McFadden Examines Dysfunction of U.S. Health Care
By Cristy Lytal
Photo by Tom Queally
When it comes to regulating health care, the common perception is that Democrats trust the government while Republicans rely on the market. But as Daniel McFadden – winner of the 2000 Nobel Prize in Economics and Presidential Professor of Health Economics at USC – recently explained to USC students, faculty and staff, government interference and private market shortcomings are both “serious contributors to the dysfunction of our health care system.”
In his first presentation since joining USC’s faculty in January, McFadden presented an economist’s view of the 2010 Patient Protection and Affordable Care Act during the recent seminar, “Sick Insurance: The Trials of Health Policy in America,” held at the USC School of Policy, Planning, and Development.
The event was part of the Leonard D. Schaeffer Center for Health Policy and Economics Seminar Series. It was sponsored by the Schaeffer Center, SPPD, the Titus Family Department of Clinical Pharmacy and Pharmaceutical Economics and Policy, and the USC School of Pharmacy.
McFadden put the Affordable Care Act in perspective, giving background on national health care in Germany and Great Britain, as well as earlier U.S. attempts at health insurance reform dating back to Theodore Roosevelt.
He also discussed the experience with the market for prescription drug insurance, established in 2006 under Medicare Part D, which he considers a successful experiment that could hold valuable lessons for the implementation of the act.
McFadden outlined some of the provisions of the act – creating health insurance exchanges for the uninsured, mandating insurance and having a penalty for non-enrollment, and requiring large employers to provide insurance or pay a penalty.

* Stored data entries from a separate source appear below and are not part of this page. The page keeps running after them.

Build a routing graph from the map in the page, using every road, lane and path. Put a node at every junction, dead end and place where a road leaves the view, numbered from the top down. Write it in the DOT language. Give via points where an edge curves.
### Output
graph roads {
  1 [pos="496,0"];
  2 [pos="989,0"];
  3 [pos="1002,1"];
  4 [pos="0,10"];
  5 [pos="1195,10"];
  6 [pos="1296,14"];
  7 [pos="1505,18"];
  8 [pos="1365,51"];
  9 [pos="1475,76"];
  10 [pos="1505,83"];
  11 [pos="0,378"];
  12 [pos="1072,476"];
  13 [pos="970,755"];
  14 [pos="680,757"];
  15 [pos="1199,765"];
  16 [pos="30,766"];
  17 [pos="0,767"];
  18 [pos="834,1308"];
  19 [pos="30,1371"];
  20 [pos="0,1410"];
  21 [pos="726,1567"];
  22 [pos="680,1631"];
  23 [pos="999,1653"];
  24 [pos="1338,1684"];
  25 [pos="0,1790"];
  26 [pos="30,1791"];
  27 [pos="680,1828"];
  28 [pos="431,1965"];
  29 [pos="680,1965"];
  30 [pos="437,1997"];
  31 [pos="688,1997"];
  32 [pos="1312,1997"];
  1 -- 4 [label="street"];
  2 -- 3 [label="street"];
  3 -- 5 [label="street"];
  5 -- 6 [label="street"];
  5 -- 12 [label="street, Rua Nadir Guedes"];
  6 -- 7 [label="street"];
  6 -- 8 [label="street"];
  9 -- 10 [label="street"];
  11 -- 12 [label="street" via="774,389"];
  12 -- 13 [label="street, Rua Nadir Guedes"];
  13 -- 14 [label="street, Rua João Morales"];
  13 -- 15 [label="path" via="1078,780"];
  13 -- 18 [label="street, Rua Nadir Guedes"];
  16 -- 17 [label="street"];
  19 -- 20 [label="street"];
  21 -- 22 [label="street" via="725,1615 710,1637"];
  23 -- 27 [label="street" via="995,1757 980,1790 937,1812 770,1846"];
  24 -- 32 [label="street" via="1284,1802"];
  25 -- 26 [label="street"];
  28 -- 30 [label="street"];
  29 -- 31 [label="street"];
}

Acknowledging the controversy and partisanship surrounding the bill, McFadden explained where health care in America stands relative to the rest of the world.
Over the past half century, the cost of U.S. health care has been rising 2 percent faster than the gross domestic product.
“The U.S. is a high-cost country,” said McFadden, who holds joint appointments at SPPD and the Department of Economics at USC College. “It’s higher cost than anybody else. But one question is: Are we simply buying the best health care you can buy?”
McFadden’s data suggests that the answer to this question is no.
Over the past 50 years, the average life expectancy for men and women in the United States has climbed from 69 to 77 — largely due to lower infant mortality rates. In the same period, the U.S. has dropped from 15th to 32nd place among nations in terms of life expectancy. Much of this is due to the high mortality rate for people between the ages of 15 and 60.
“These are the people who are workers,” McFadden said. “We spend money as a society to send them through USC, they take high-paying jobs, and then they get sick and they die. If we could raise our survival rate for this group to that of Switzerland, which is admittedly a high standard, we would save 190,000 deaths a year. This is a striking number.”
McFadden attributed high U.S. health care costs to three main factors: diabetes treatment, coronary bypass operations and magnetic resonance imaging. Far more than other countries, the United States relies on these expensive treatments – with often less than encouraging health care outcomes.
“So who’s at fault for all of this?” he asked. “Is it greedy and irresponsible manufacturers, insurers and providers? Is it consumers who eat Big Macs and don’t look after themselves? Is it government interference in private markets and bungled regulation? Or are there systemic failures in private health markets? And the answer is yes. All of these play a role and particularly the last two.”
Whether the Affordable Care Act can address some of these problems remains to be seen. However, according to McFadden, it won’t solve all of them.
“The Affordable Care Act,” he noted, “is clearly not enough to handle the long-term issues of the health care system in the U.S.”